In other ways, it was less pleasant — and anxiety, Collins says, eats more energy than any mental function.
But last August, when he realized it would harm his health to appear at Brian's Baseball Bash, the annual event for the University of Maryland Children's Hospital that has raised nearly $1 million since 2006, he canceled the event, writing a check instead to cover the amount.
Word reached him and Diana that some called the cancellation "selfish."
"Does it affect you in some way, shape or form? Of course it does," says Roberts, adding that his and his wife's Christian faith helped them keep such concerns in perspective.
But he fretted over his responsibilities to Angelos — and to his teammates.
"You don't know what the heck they think," he says. "They're having a tough year. You don't have a cast on or a torn ligament in your elbow. You didn't have surgery. Do they think you're losing your mind? Do they think you don't want to play?"
He'd be lying, he says, if he claimed never to have had such thoughts about a teammate. "Never again," he insists.

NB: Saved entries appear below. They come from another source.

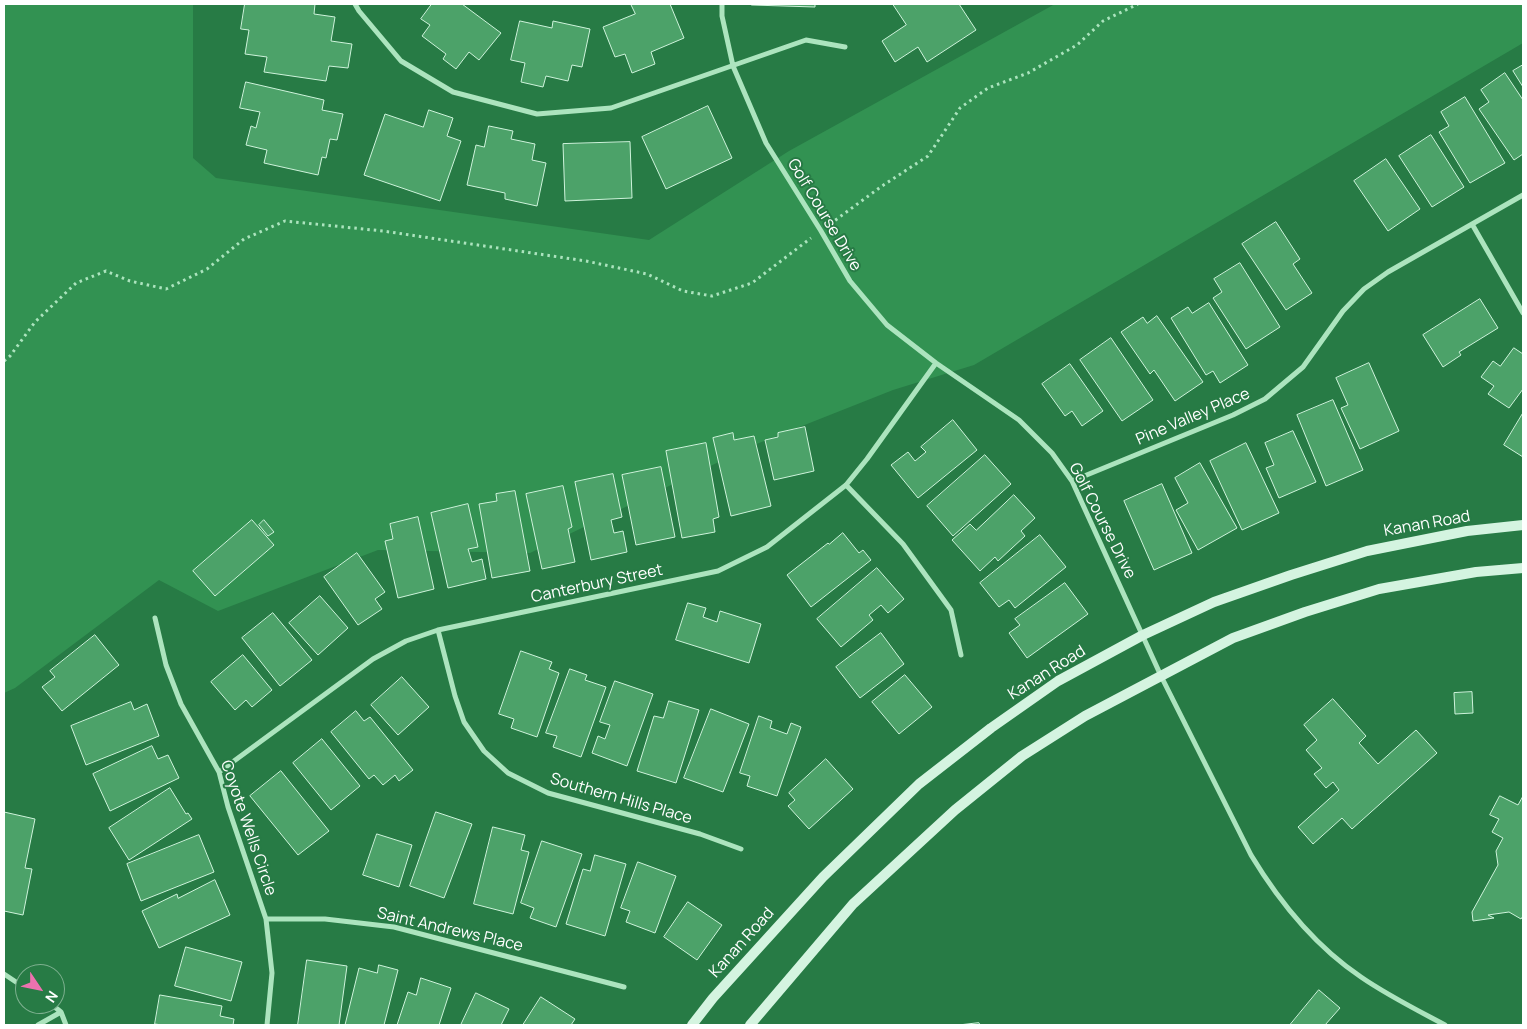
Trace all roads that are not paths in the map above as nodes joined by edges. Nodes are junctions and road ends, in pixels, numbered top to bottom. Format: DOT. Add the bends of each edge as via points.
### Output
graph roads {
  1 [pos="355,4"];
  2 [pos="722,4"];
  3 [pos="845,46"];
  4 [pos="733,66"];
  5 [pos="1523,195"];
  6 [pos="1472,224"];
  7 [pos="1523,313"];
  8 [pos="936,363"];
  9 [pos="1072,481"];
  10 [pos="846,485"];
  11 [pos="1523,525"];
  12 [pos="1523,568"];
  13 [pos="155,618"];
  14 [pos="438,630"];
  15 [pos="1143,635"];
  16 [pos="962,655"];
  17 [pos="1161,676"];
  18 [pos="219,772"];
  19 [pos="741,849"];
  20 [pos="266,919"];
  21 [pos="4,974"];
  22 [pos="15,981"];
  23 [pos="624,987"];
  24 [pos="57,1014"];
  25 [pos="38,1025"];
  26 [pos="267,1025"];
  27 [pos="692,1025"];
  28 [pos="750,1025"];
  29 [pos="1445,1025"];
  1 -- 4 [label="street" via="401,61 453,92 537,114 612,108"];
  2 -- 4 [label="street, Golf Course Drive"];
  3 -- 4 [label="street" via="806,40"];
  4 -- 8 [label="street, Golf Course Drive" via="766,143 850,282 887,325"];
  5 -- 6 [label="street, Pine Valley Place"];
  6 -- 7 [label="street"];
  6 -- 9 [label="street, Pine Valley Place" via="1364,289 1343,311 1303,367 1265,400"];
  8 -- 9 [label="street, Golf Course Drive" via="1019,420 1052,453"];
  8 -- 10 [label="street, Canterbury Street"];
  9 -- 15 [label="street, Golf Course Drive"];
  10 -- 14 [label="street, Canterbury Street" via="767,547 718,571"];
  10 -- 16 [label="street" via="903,544 951,610"];
  11 -- 15 [label="main road, Kanan Road" via="1467,531 1368,550 1214,602"];
  12 -- 17 [label="main road" via="1476,572 1379,589 1233,638"];
  13 -- 18 [label="street, Coyote Wells Circle" via="166,664 181,704"];
  14 -- 18 [label="street, Canterbury Street" via="406,641 373,659"];
  14 -- 19 [label="street, Southern Hills Place" via="454,696 464,722 484,751 508,773 548,793 700,834"];
  15 -- 17 [label="street, Golf Course Drive"];
  15 -- 27 [label="main road, Kanan Road" via="1058,681 919,784 823,877"];
  17 -- 28 [label="main road" via="1085,716 1022,756 955,810 853,904"];
  17 -- 29 [label="street, Golf Course Drive" via="1251,855 1268,884 1295,918 1330,954 1362,978"];
  18 -- 20 [label="street, Coyote Wells Circle"];
  20 -- 23 [label="street, Saint Andrews Place" via="326,918 394,927"];
  20 -- 26 [label="street, Coyote Wells Circle" via="272,973"];
  21 -- 22 [label="street"];
  24 -- 25 [label="street"];
}
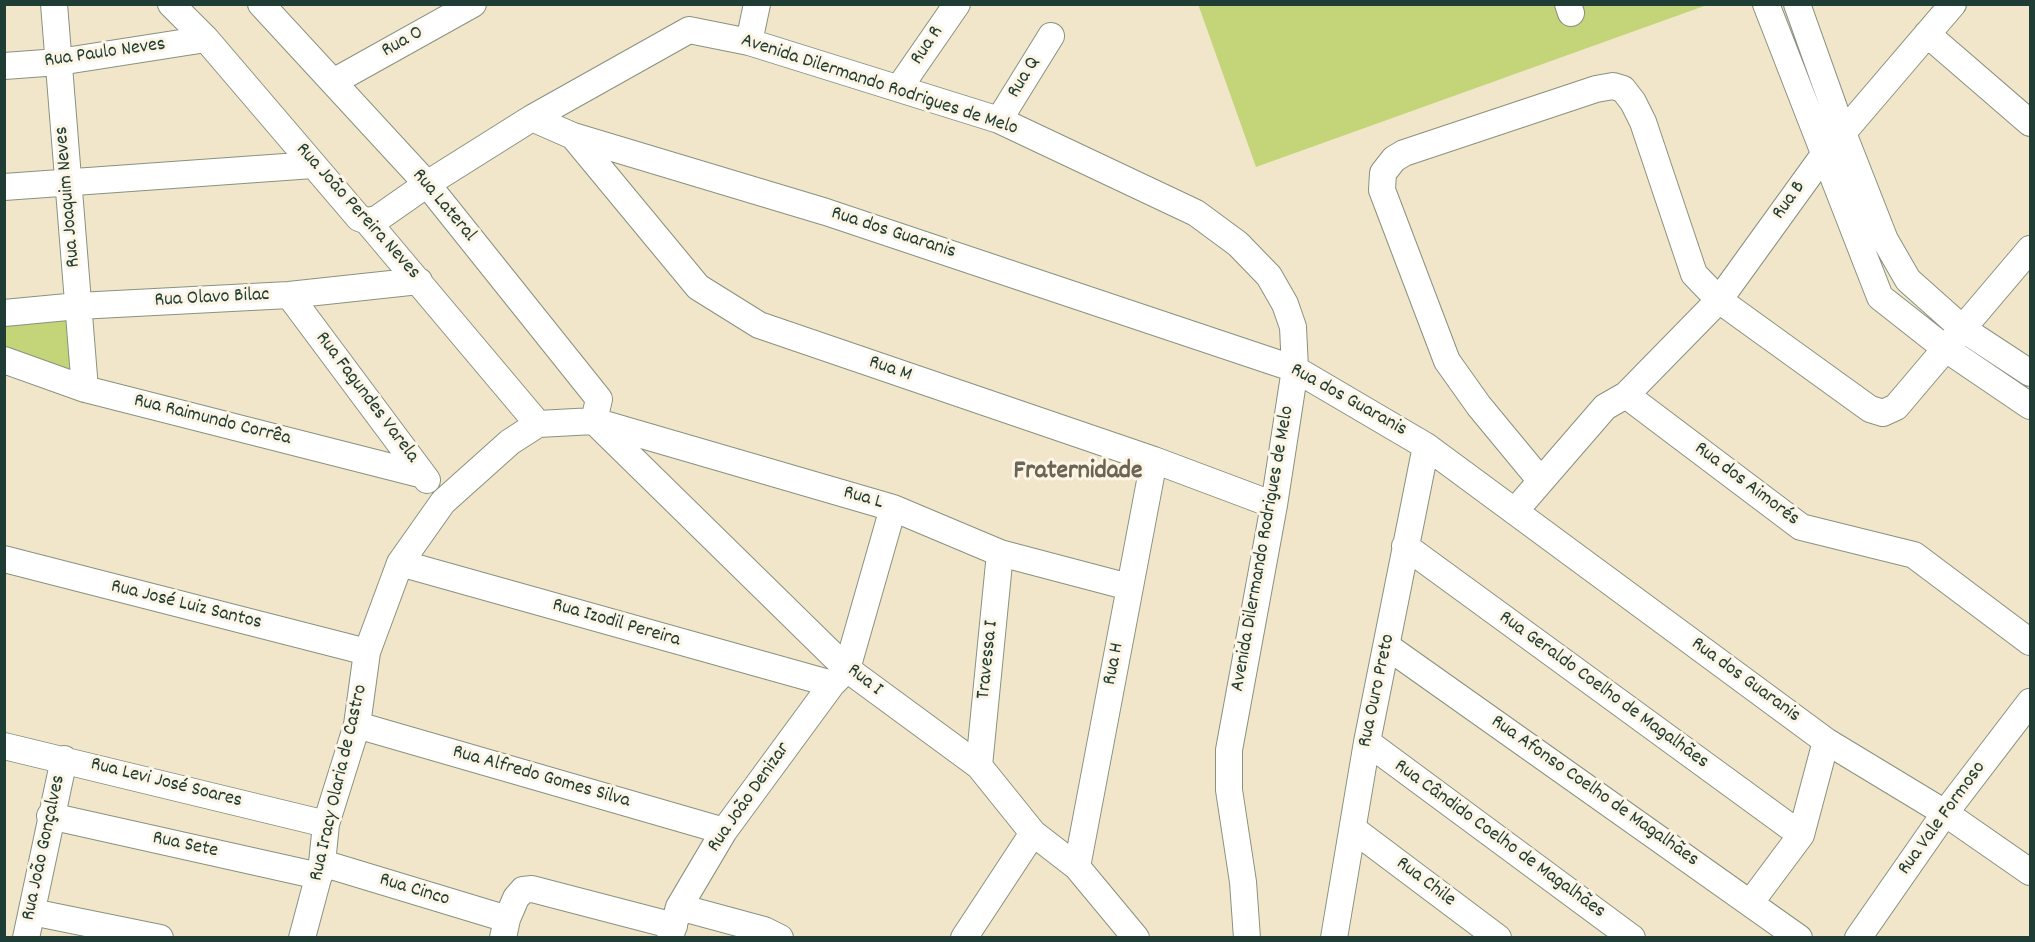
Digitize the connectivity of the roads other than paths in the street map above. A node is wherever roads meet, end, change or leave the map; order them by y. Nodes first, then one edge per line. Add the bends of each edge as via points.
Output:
1 (54, 4) edge
2 (171, 4) edge
3 (261, 4) edge
4 (473, 4) edge
5 (758, 4) edge
6 (957, 4) edge
7 (1766, 4) edge
8 (1797, 4) edge
9 (1953, 4) edge
10 (1927, 34) junction
11 (1051, 36) dead end
12 (206, 39) junction
13 (749, 42) junction
14 (59, 62) junction
15 (4, 66) edge
16 (333, 82) junction
17 (899, 88) junction
18 (531, 118) junction
19 (999, 120) junction
20 (2031, 123) edge
21 (1843, 133) junction
22 (573, 136) junction
23 (1823, 156) junction
24 (313, 165) junction
25 (68, 181) junction
26 (426, 184) junction
27 (4, 187) edge
28 (367, 221) junction
29 (2031, 249) edge
30 (419, 281) junction
31 (289, 295) junction
32 (1719, 300) junction
33 (78, 306) junction
34 (4, 313) edge
35 (1963, 329) junction
36 (1946, 349) junction
37 (4, 360) edge
38 (1295, 369) junction
39 (2031, 374) edge
40 (85, 389) junction
41 (1626, 395) junction
42 (2031, 406) edge
43 (594, 421) junction
44 (538, 424) junction
45 (1426, 446) junction
46 (1154, 460) junction
47 (423, 475) junction
48 (1541, 481) junction
49 (443, 502) junction
50 (1274, 505) junction
51 (893, 508) junction
52 (1515, 511) junction
53 (1406, 546) junction
54 (1000, 553) junction
55 (4, 560) edge
56 (400, 563) junction
57 (1130, 587) junction
58 (2031, 642) edge
59 (1388, 647) junction
60 (367, 652) junction
61 (839, 676) junction
62 (2031, 702) edge
63 (357, 726) junction
64 (1826, 741) junction
65 (1367, 742) junction
66 (4, 746) edge
67 (64, 759) junction
68 (979, 766) junction
69 (1945, 813) junction
70 (50, 816) junction
71 (326, 824) junction
72 (1353, 829) junction
73 (724, 831) junction
74 (1033, 833) junction
75 (1801, 835) junction
76 (1077, 867) junction
77 (321, 869) junction
78 (2031, 872) edge
79 (1751, 902) junction
80 (32, 912) junction
81 (674, 923) edge
82 (505, 928) edge
83 (769, 935) edge
84 (26, 938) edge
85 (160, 938) edge
86 (302, 938) edge
87 (964, 938) edge
88 (1136, 938) edge
89 (1247, 938) edge
90 (1334, 938) edge
91 (1498, 938) edge
92 (1632, 938) edge
93 (1799, 938) edge
94 (1858, 938) edge

1 - 14 street, Rua Joaquim Neves
2 - 12 street, Rua João Pereira Neves
3 - 16 street, Rua Lateral
4 - 16 street, Rua O
5 - 13 street
6 - 17 street, Rua R
7 - 23 street
8 - 21 street
9 - 10 street, Rua B
10 - 20 street
10 - 21 street, Rua B
11 - 19 street, Rua Q
12 - 14 street, Rua Paulo Neves
12 - 24 street, Rua João Pereira Neves
13 - 17 street, Avenida Dilermando Rodrigues de Melo
13 - 18 street, Avenida Dilermando Rodrigues de Melo via 689,30
14 - 15 street, Rua Paulo Neves
14 - 25 street, Rua Joaquim Neves
16 - 26 street, Rua Lateral
17 - 19 street, Avenida Dilermando Rodrigues de Melo
18 - 22 street, Rua dos Guaranis
18 - 26 street, Avenida Dilermando Rodrigues de Melo
19 - 38 street, Avenida Dilermando Rodrigues de Melo via 1196,213 1238,244 1269,276 1285,304 1293,327
21 - 23 street, Rua B
21 - 35 street via 1885,240 1908,280
22 - 38 street, Rua dos Guaranis via 826,212
22 - 46 street, Rua M via 698,287 759,325
23 - 32 street, Rua B
23 - 36 street via 1880,297
24 - 25 street
24 - 28 street, Rua João Pereira Neves via 359,218
25 - 27 street
25 - 33 street, Rua Joaquim Neves
26 - 28 street, Avenida Dilermando Rodrigues de Melo via 377,219
26 - 43 street, Rua Lateral via 599,399
28 - 30 street, Rua João Pereira Neves
29 - 35 street
30 - 31 street, Rua Olavo Bilac
30 - 44 street, Rua João Pereira Neves
31 - 33 street, Rua Olavo Bilac
31 - 47 street, Rua Fagundes Varela
32 - 36 street via 1870,409 1883,413 1896,408
32 - 41 street, Rua B
32 - 48 street via 1694,274 1643,122 1623,89 1596,88 1394,159 1383,173 1382,190 1447,362
33 - 34 street, Rua Olavo Bilac
33 - 40 street, Rua Joaquim Neves
35 - 36 street
35 - 39 street
36 - 42 street
37 - 40 street, Rua Raimundo Corrêa
38 - 45 street, Rua dos Guaranis
38 - 50 street, Avenida Dilermando Rodrigues de Melo
40 - 47 street, Rua Raimundo Corrêa
41 - 48 street, Rua B via 1605,407
41 - 58 street, Rua dos Aimorés via 1802,527 1914,555
43 - 44 street, Rua Iracy Olaria de Castro
43 - 51 street, Rua L
43 - 61 street, Rua I
44 - 49 street, Rua Iracy Olaria de Castro via 510,442
45 - 52 street, Rua dos Guaranis
45 - 53 street, Rua Ouro Preto
46 - 50 street, Rua M
46 - 57 street, Rua H
47 - 49 street, Rua Fagundes Varela
48 - 52 street, Rua B
49 - 56 street, Rua Iracy Olaria de Castro
50 - 89 street, Avenida Dilermando Rodrigues de Melo via 1229,750 1229,790
51 - 54 street, Rua L
51 - 61 street
52 - 64 street, Rua dos Guaranis
53 - 59 street, Rua Ouro Preto
53 - 75 street, Rua Geraldo Coelho de Magalhães
54 - 57 street, Rua L
54 - 68 street, Travessa I
55 - 60 street, Rua José Luiz Santos
56 - 60 street, Rua Iracy Olaria de Castro
56 - 61 street, Rua Izodil Pereira
57 - 76 street, Rua H
59 - 65 street, Rua Ouro Preto
59 - 79 street, Rua Afonso Coelho de Magalhães
60 - 63 street, Rua Iracy Olaria de Castro
61 - 68 street, Rua I
61 - 73 street, Rua João Denizar
62 - 69 street, Rua Vale Formoso
63 - 71 street, Rua Iracy Olaria de Castro
63 - 73 street, Rua Alfredo Gomes Silva
64 - 69 street, Rua dos Guaranis
64 - 75 street
65 - 72 street, Rua Ouro Preto
65 - 92 street, Rua Cândido Coelho de Magalhães
66 - 67 street, Rua Levi José Soares
67 - 70 street, Rua João Gonçalves
67 - 71 street, Rua Levi José Soares
68 - 74 street, Rua I
69 - 78 street, Rua dos Guaranis
69 - 94 street, Rua Vale Formoso
70 - 77 street, Rua Sete
70 - 80 street, Rua João Gonçalves
71 - 77 street, Rua Iracy Olaria de Castro
72 - 90 street, Rua Ouro Preto
72 - 91 street, Rua Chile
73 - 81 street, Rua João Denizar
74 - 76 street, Rua I
74 - 87 street
75 - 79 street
76 - 88 street, Rua I
77 - 82 street, Rua Cinco
77 - 86 street, Rua Iracy Olaria de Castro
79 - 93 street, Rua Afonso Coelho de Magalhães
80 - 84 street, Rua João Gonçalves
80 - 85 street
81 - 82 street via 532,889 523,890 516,898
81 - 83 street

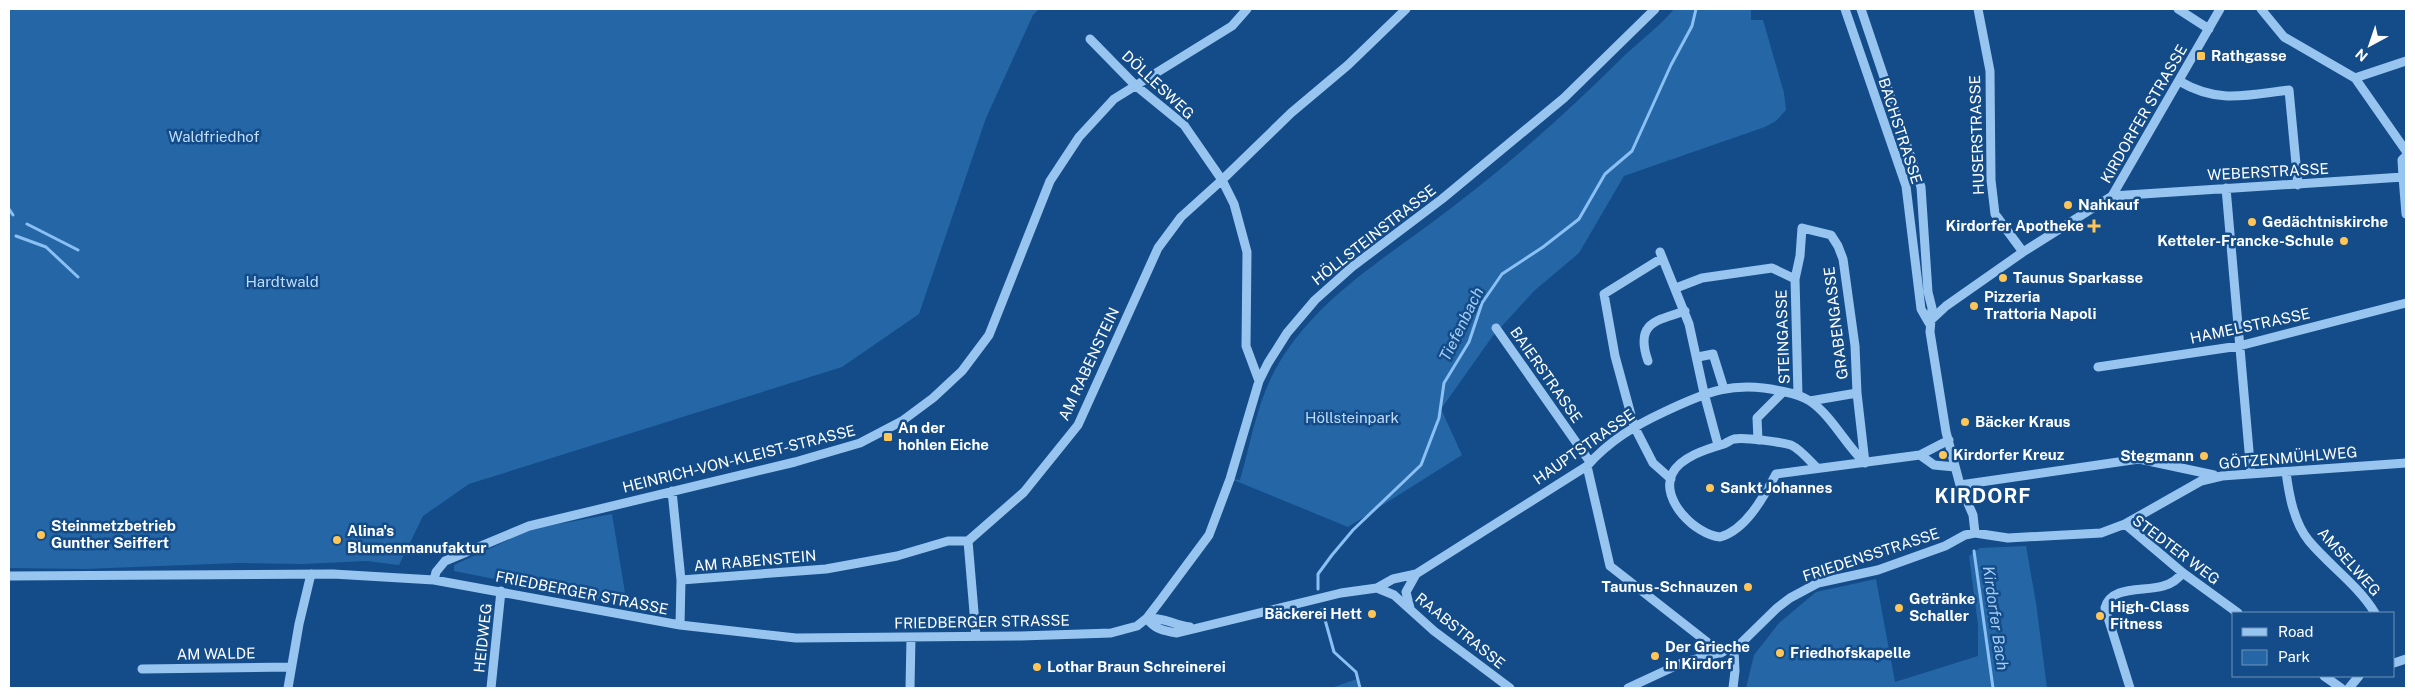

Roberts has met Collins' goal for him — becoming symptom-free in time to resume normal off-season workouts. By spring training, the doctor says, he'll have achieved recovery from both concussions — which according to the latest research means the player will be at no greater risk of concussion than he was before he ever had one.
"You may see me slide headfirst less often, but I won't alter my approach," Roberts says.
That should come as good news to O's skipper Buck Showalter, who remains convinced the team is much stronger with No. 1 in the lineup.
And Showalter isn't one with deeper doubts.
"This is a guy who played 140, 150 games a year for [seven straight] years," the manager says. "Think you can do that? Anyone who thinks Brian doesn't want to play has no idea what he's talking about."